Construction techniques 

The most basic safe room is simply a closet with the hollow-core door replaced with an exterior-grade solid-core door that has a deadbolt and longer hinge screws and strike-plate screws to resist battering. Sometimes, the ceiling is reinforced, or gated, to prevent easy access from the attic or from an overhead crawl space.

More expensive safe rooms have walls and a door reinforced with sheets of steel, Kevlar, or bullet-resistant fiberglass. The hinges and strike plate are often reinforced with long screws. Some safe rooms may also have externally vented ventilation systems and a separate telephone connection. They might also connect to an escape shaft.

Safe rooms in the basement or on a concrete slab can be built with concrete walls, a building technique that is normally not possible on the upper floors of wood-framed structures unless there is significant structural reinforcement to the building.

The U.S. State Department often uses steel grillwork much like a jail to seal off parts of a home used by U.S. Foreign Service members overseas when they are living in cities with a high crime threat.  In some cities, the entire upstairs area is grilled off, as well as every window and door to the home.  Other homes have steel doors to one or more bedrooms that can be bolted closed to provide time for security forces to arrive.

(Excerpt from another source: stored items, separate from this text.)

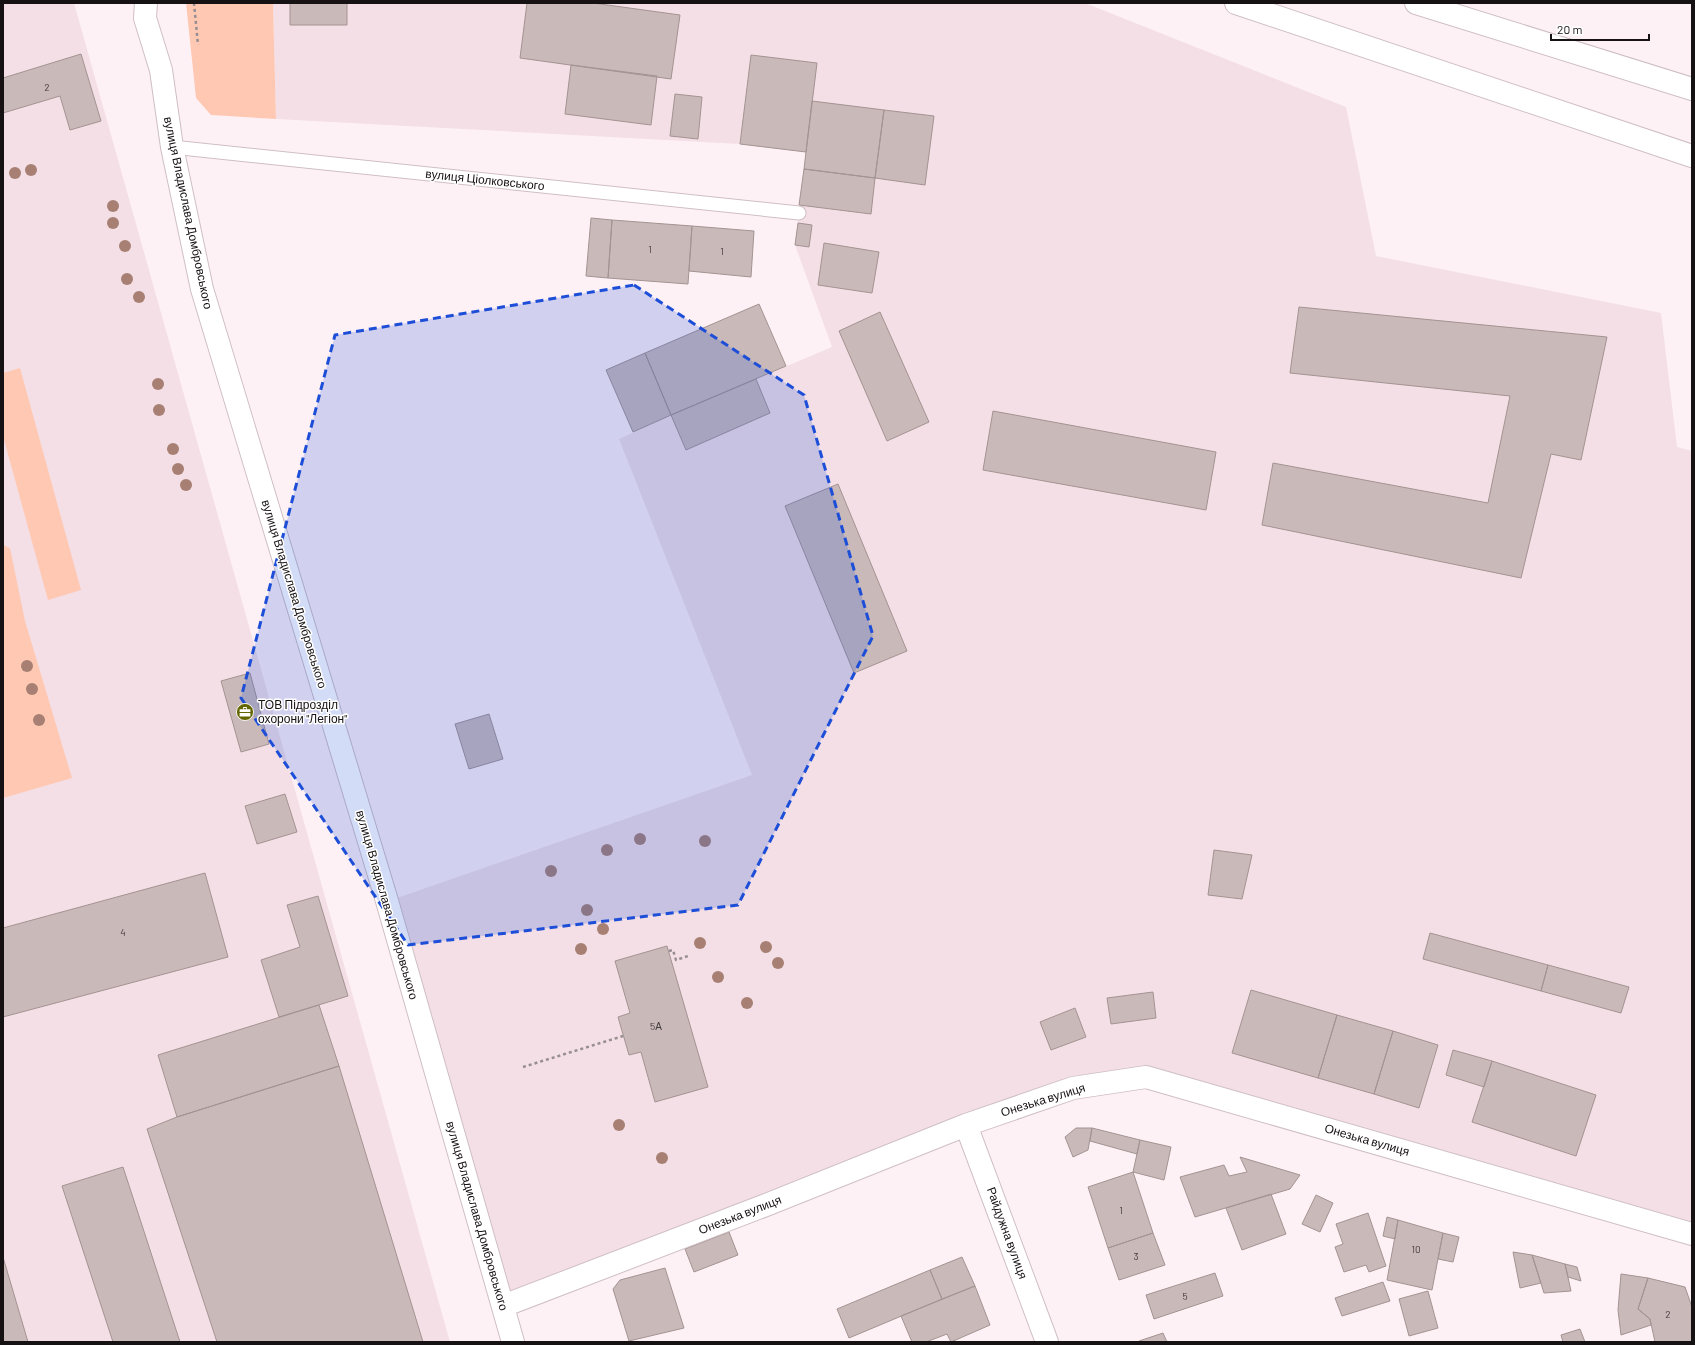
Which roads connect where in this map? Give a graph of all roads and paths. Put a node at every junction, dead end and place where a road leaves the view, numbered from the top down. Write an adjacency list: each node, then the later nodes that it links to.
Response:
1 (146, 3): 7 (street, вулиця Владислава Домбровського)
2 (194, 3): 5 (path)
3 (1236, 3): 8 (street)
4 (1416, 3): 6 (street)
5 (198, 45)
6 (1692, 90)
7 (172, 147): 9 (lane, вулиця Ціолковського); 16 (street, вулиця Владислава Домбровського)
8 (1692, 156)
9 (799, 213)
10 (669, 951): 11 (path)
11 (688, 956)
12 (623, 1036): 13 (path)
13 (523, 1067)
14 (966, 1125): 15 (street, Онезька вулиця); 16 (street, Онезька вулиця); 18 (street, Райдужна вулиця)
15 (1692, 1234)
16 (502, 1306): 17 (street, вулиця Владислава Домбровського)
17 (513, 1342)
18 (1047, 1342)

For strong storms or tornadoes, a storm safe room must be built to withstand high winds and flying debris, even if the rest of the residence becomes severely damaged or destroyed. Specific concerns include:
 
 The safe room should be adequately anchored to the foundation to resist overturning and uplift. 
 The walls, ceiling, and door of the shelter should withstand wind pressure and resist penetration by wind-borne objects or falling debris. 
 The connections between all parts of the safe room should be strong enough to resist separation by wind.
 Sections of either interior or exterior residence walls which are used as walls of the safe room, should be separated from the structure of the residence so that damage to the residence will not cause damage to the safe room.

Features 
Safe rooms may contain communications equipment, such as a cellular telephone, land-line telephone or an amateur radio transceiver, so that law enforcement authorities can be contacted. There may also be a monitor for external security cameras and an alarm system.  In basic safe rooms, a peephole in the door may be used for a similar purpose. Safe rooms are typically stocked with basic emergency and survival items such as a flashlight, blankets, a first-aid kit, water, packaged food, self-defense tools, a gas mask, and a simple portable toilet. High-end safe rooms may have a gun closet, a biodefense air-filtration system that removes biological and nuclear contaminants, and a panic button that locks down the entire house.

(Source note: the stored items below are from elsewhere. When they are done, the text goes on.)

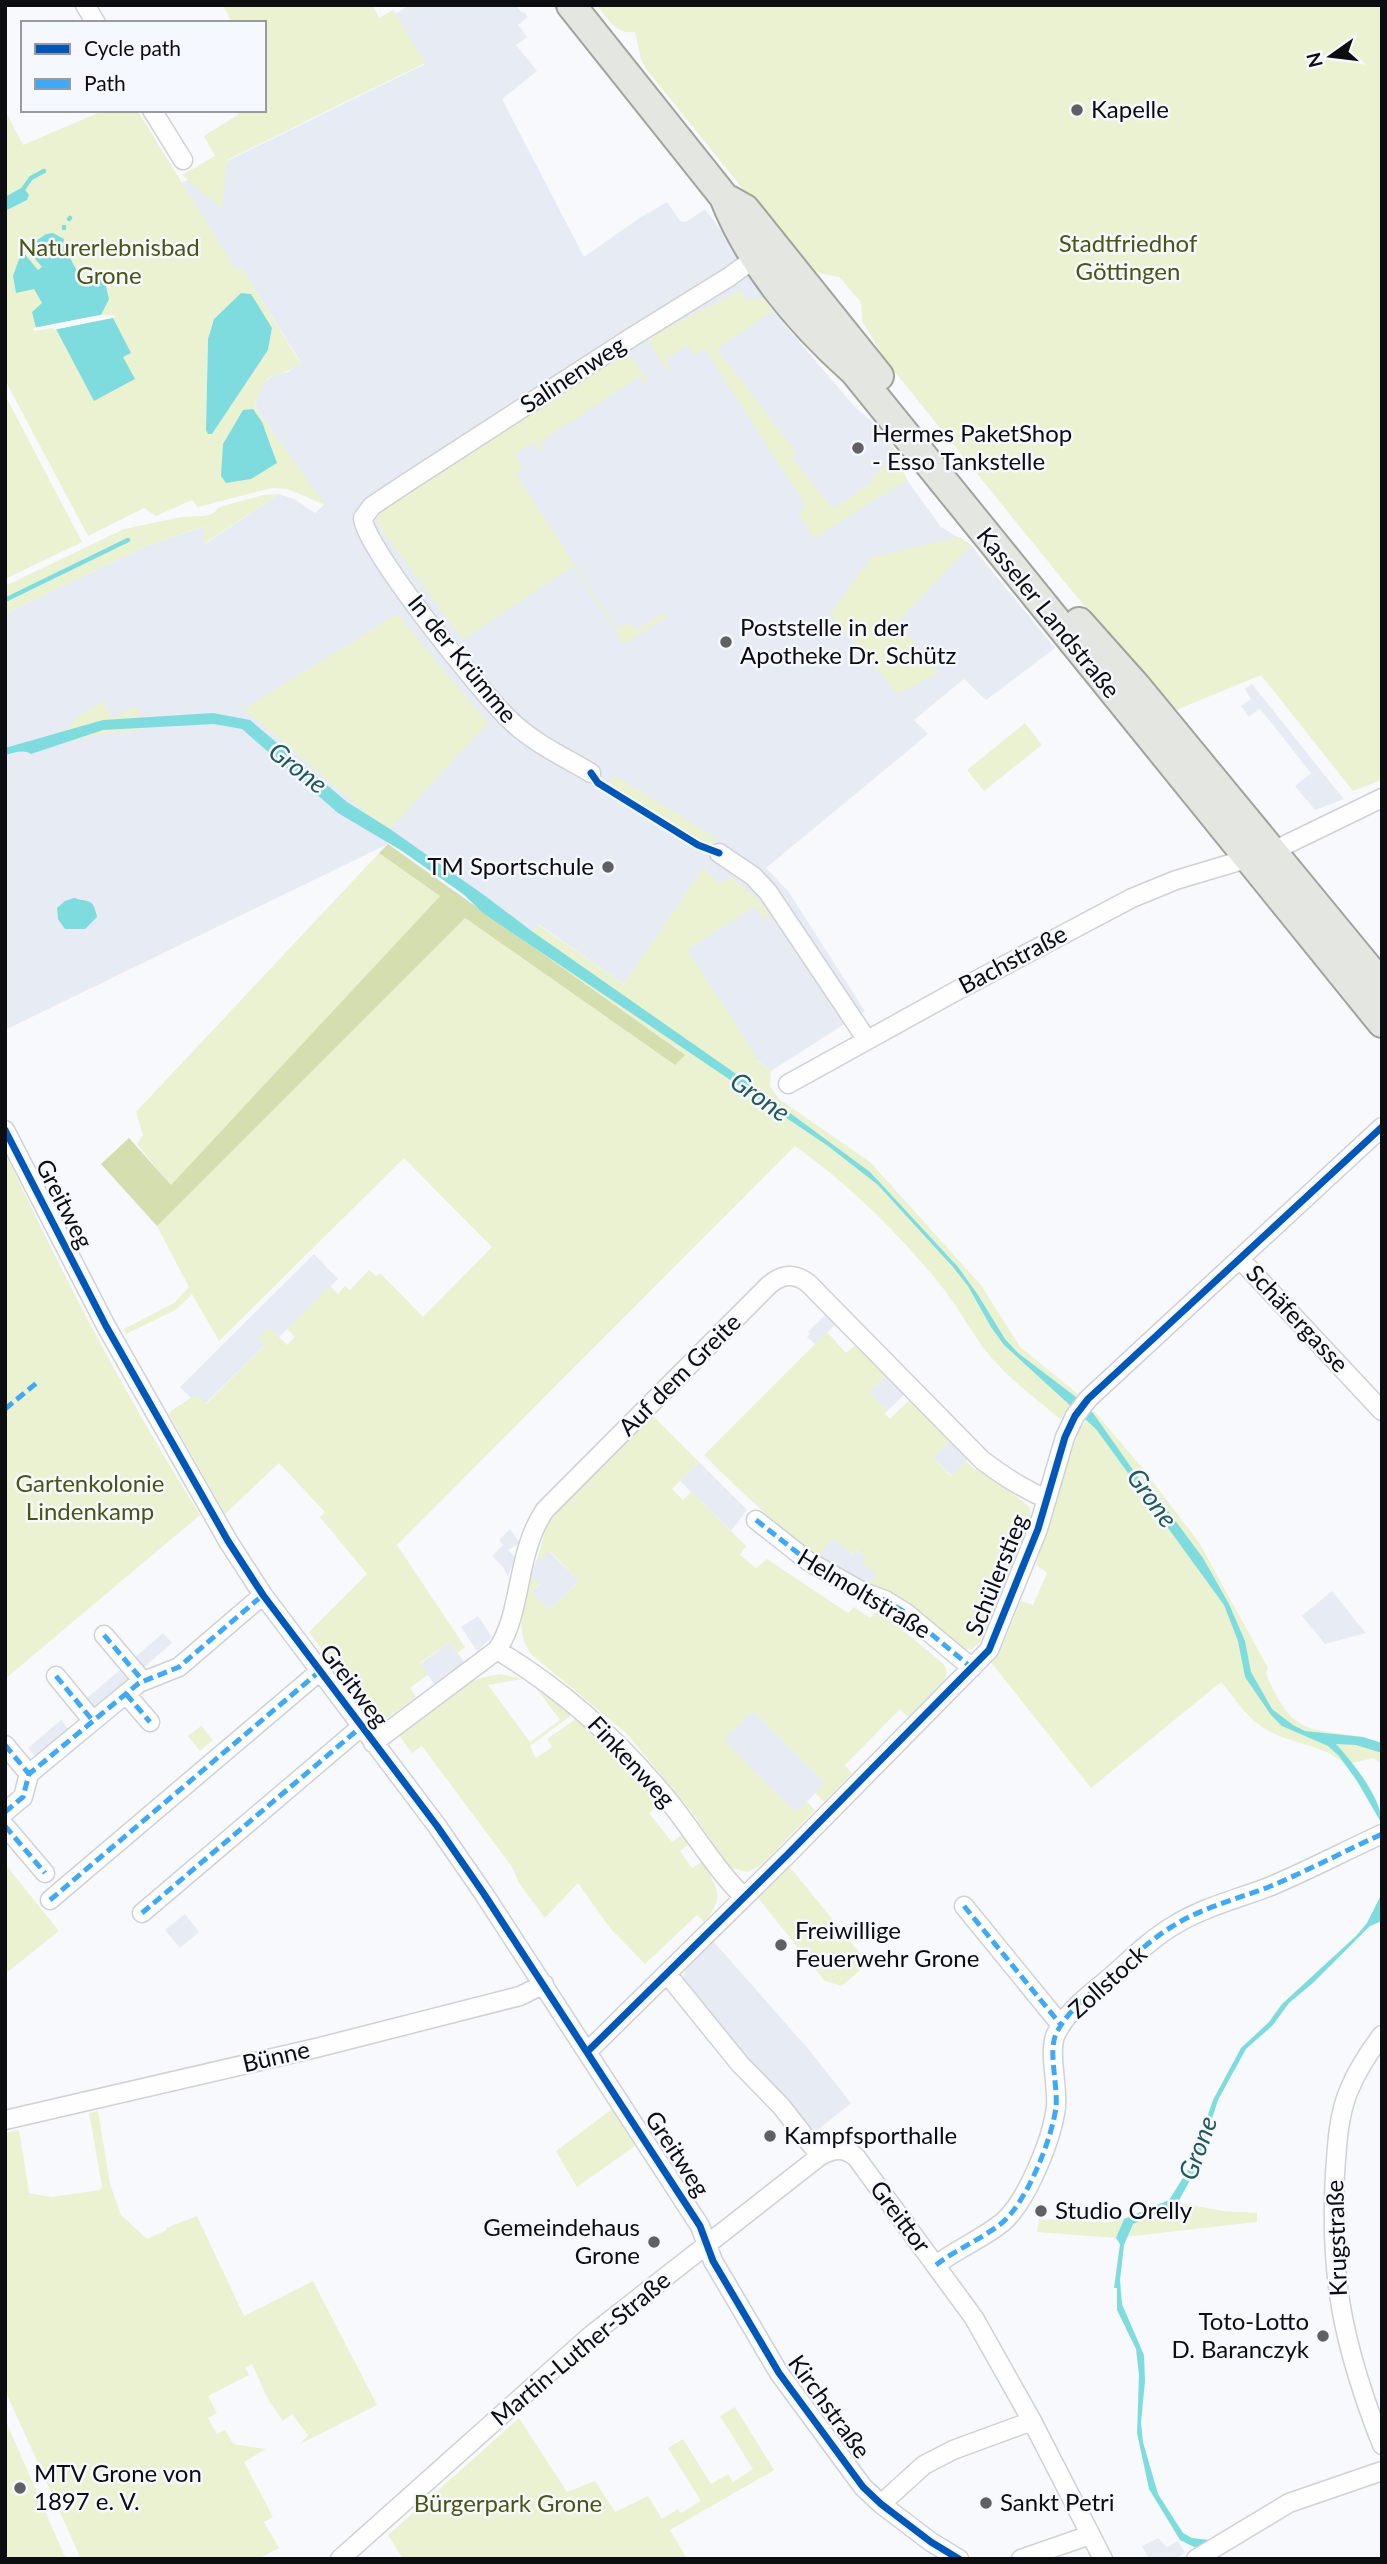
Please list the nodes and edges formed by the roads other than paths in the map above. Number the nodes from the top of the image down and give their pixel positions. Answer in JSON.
{"nodes":[{"id":1,"x":85,"y":5,"type":"edge"},
{"id":2,"x":571,"y":5,"type":"edge"},
{"id":3,"x":95,"y":21,"type":"edge"},
{"id":4,"x":153,"y":112,"type":"edge"},
{"id":5,"x":183,"y":160,"type":"dead end"},
{"id":6,"x":764,"y":252,"type":"junction"},
{"id":7,"x":372,"y":506,"type":"joint"},
{"id":8,"x":590,"y":773,"type":"dead end"},
{"id":9,"x":1382,"y":798,"type":"edge"},
{"id":10,"x":719,"y":853,"type":"dead end"},
{"id":11,"x":1260,"y":855,"type":"junction"},
{"id":12,"x":1382,"y":985,"type":"edge"},
{"id":13,"x":1382,"y":1023,"type":"edge"},
{"id":14,"x":867,"y":1040,"type":"junction"},
{"id":15,"x":788,"y":1084,"type":"dead end"},
{"id":16,"x":1382,"y":1127,"type":"edge"},
{"id":17,"x":5,"y":1130,"type":"edge"},
{"id":18,"x":1240,"y":1259,"type":"junction"},
{"id":19,"x":1382,"y":1411,"type":"edge"},
{"id":20,"x":1047,"y":1499,"type":"junction"},
{"id":21,"x":756,"y":1520,"type":"dead end"},
{"id":22,"x":263,"y":1595,"type":"junction"},
{"id":23,"x":104,"y":1635,"type":"dead end"},
{"id":24,"x":497,"y":1650,"type":"junction"},
{"id":25,"x":972,"y":1668,"type":"junction"},
{"id":26,"x":320,"y":1671,"type":"junction"},
{"id":27,"x":56,"y":1676,"type":"dead end"},
{"id":28,"x":143,"y":1681,"type":"junction"},
{"id":29,"x":126,"y":1694,"type":"junction"},
{"id":30,"x":93,"y":1721,"type":"junction"},
{"id":31,"x":150,"y":1722,"type":"dead end"},
{"id":32,"x":361,"y":1727,"type":"junction"},
{"id":33,"x":373,"y":1743,"type":"junction"},
{"id":34,"x":5,"y":1745,"type":"edge"},
{"id":35,"x":29,"y":1774,"type":"junction"},
{"id":36,"x":5,"y":1812,"type":"edge"},
{"id":37,"x":5,"y":1826,"type":"edge"},
{"id":38,"x":1382,"y":1834,"type":"edge"},
{"id":39,"x":45,"y":1873,"type":"dead end"},
{"id":40,"x":744,"y":1897,"type":"junction"},
{"id":41,"x":50,"y":1900,"type":"dead end"},
{"id":42,"x":964,"y":1906,"type":"dead end"},
{"id":43,"x":142,"y":1913,"type":"dead end"},
{"id":44,"x":667,"y":1974,"type":"junction"},
{"id":45,"x":544,"y":1984,"type":"junction"},
{"id":46,"x":1061,"y":2025,"type":"junction"},
{"id":47,"x":1382,"y":2035,"type":"edge"},
{"id":48,"x":588,"y":2051,"type":"junction"},
{"id":49,"x":5,"y":2120,"type":"edge"},
{"id":50,"x":825,"y":2153,"type":"junction"},
{"id":51,"x":706,"y":2243,"type":"junction"},
{"id":52,"x":936,"y":2265,"type":"junction"},
{"id":53,"x":1032,"y":2421,"type":"junction"},
{"id":54,"x":1382,"y":2445,"type":"edge"},
{"id":55,"x":1382,"y":2471,"type":"edge"},
{"id":56,"x":881,"y":2504,"type":"junction"},
{"id":57,"x":1090,"y":2535,"type":"junction"},
{"id":58,"x":340,"y":2559,"type":"edge"},
{"id":59,"x":959,"y":2559,"type":"edge"},
{"id":60,"x":1021,"y":2559,"type":"edge"},
{"id":61,"x":1103,"y":2559,"type":"edge"},
{"id":62,"x":1196,"y":2559,"type":"edge"}],
"edges":[{"from":1,"to":3,"type":"street"},
{"from":2,"to":6,"type":"main road","name":"Kasseler Landstraße"},
{"from":4,"to":5,"type":"street"},
{"from":6,"to":7,"type":"street","name":"Salinenweg"},
{"from":6,"to":11,"type":"main road","name":"Kasseler Landstraße"},
{"from":7,"to":8,"type":"street","name":"In der Krümme"},
{"from":9,"to":11,"type":"street","name":"Bachstraße"},
{"from":10,"to":14,"type":"street"},
{"from":11,"to":12,"type":"main road","name":"Kasseler Landstraße"},
{"from":11,"to":13,"type":"main road","name":"Kasseler Landstraße"},
{"from":11,"to":14,"type":"street","name":"Bachstraße"},
{"from":14,"to":15,"type":"street","name":"Bachstraße"},
{"from":16,"to":18,"type":"street","name":"Schülerstieg"},
{"from":17,"to":22,"type":"street","name":"Greitweg"},
{"from":18,"to":19,"type":"street","name":"Schäfergasse"},
{"from":18,"to":20,"type":"street","name":"Schülerstieg"},
{"from":20,"to":24,"type":"street","name":"Auf dem Greite"},
{"from":20,"to":25,"type":"street","name":"Schülerstieg"},
{"from":21,"to":25,"type":"street","name":"Helmoltstraße"},
{"from":22,"to":26,"type":"street","name":"Greitweg"},
{"from":22,"to":28,"type":"street"},
{"from":23,"to":28,"type":"street"},
{"from":24,"to":33,"type":"street"},
{"from":24,"to":40,"type":"street","name":"Finkenweg"},
{"from":25,"to":40,"type":"street","name":"Schülerstieg"},
{"from":26,"to":32,"type":"street","name":"Greitweg"},
{"from":26,"to":41,"type":"street"},
{"from":27,"to":30,"type":"street"},
{"from":28,"to":29,"type":"street"},
{"from":29,"to":30,"type":"street"},
{"from":29,"to":31,"type":"street"},
{"from":30,"to":35,"type":"street"},
{"from":32,"to":33,"type":"street","name":"Greitweg"},
{"from":32,"to":43,"type":"street","name":"Greitweg"},
{"from":33,"to":45,"type":"street","name":"Greitweg"},
{"from":34,"to":35,"type":"street"},
{"from":35,"to":36,"type":"street"},
{"from":37,"to":39,"type":"street"},
{"from":38,"to":46,"type":"street","name":"Zollstock"},
{"from":40,"to":44,"type":"street","name":"Schülerstieg"},
{"from":42,"to":46,"type":"street"},
{"from":44,"to":48,"type":"street","name":"Schülerstieg"},
{"from":44,"to":50,"type":"street"},
{"from":45,"to":48,"type":"street","name":"Greitweg"},
{"from":45,"to":49,"type":"street","name":"Bünne"},
{"from":46,"to":52,"type":"street","name":"Zollstock"},
{"from":47,"to":54,"type":"street","name":"Krugstraße"},
{"from":48,"to":51,"type":"street","name":"Greitweg"},
{"from":50,"to":51,"type":"street","name":"Martin-Luther-Straße"},
{"from":50,"to":52,"type":"street","name":"Greittor"},
{"from":51,"to":56,"type":"street","name":"Kirchstraße"},
{"from":51,"to":58,"type":"street","name":"Martin-Luther-Straße"},
{"from":52,"to":53,"type":"street","name":"Greittor"},
{"from":53,"to":56,"type":"street"},
{"from":53,"to":57,"type":"street","name":"Greittor"},
{"from":55,"to":62,"type":"street"},
{"from":56,"to":59,"type":"street","name":"Kirchstraße"},
{"from":57,"to":60,"type":"street"},
{"from":57,"to":61,"type":"street","name":"Greittor"}]}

Safe rooms can be hidden behind many household features, such as mirrors, wardrobes, bookcases, sliding bookcases, and even fireplaces.

Citadel on ships 

Warships with CBRN protection generally have a central citadel, with a degree of armour protection as well as a filtered air system.

Anti-piracy
Safe rooms on civilian ships, sometimes called "citadels", are increasingly being installed as a countermeasure against piracy. When attacked, the crew can retreat into the safe room and call for help (which in the case of ships of some countries may include the intervention of military forces). Because of the nature of ship construction, the safe room is typically constructed in a concealed location within a void within the ship, to resist efforts by the pirates to find the crew before help arrives. Safe rooms sometimes have facilities to allow the crew to remotely disable the ship's engines and electronic systems, making it impossible for the pirates to sail the ship to a location they control. The safe room is also typically armoured against direct physical attack, to allow the crew to remain safe for a few hours, even if located by the pirates, and to allow rescuing forces full scope for the use of armed force to re-take the ship without risk to the crew.

The effect of the safe room is thus to deny the pirates access to the crew for hostage-taking, to remove the capability to move the ship to a location favourable for the pirates, and to facilitate retaking the ship by armed force without risk to the crew. The retreat of the crew to a safe room could encourage the pirates to leave the ship of their own volition.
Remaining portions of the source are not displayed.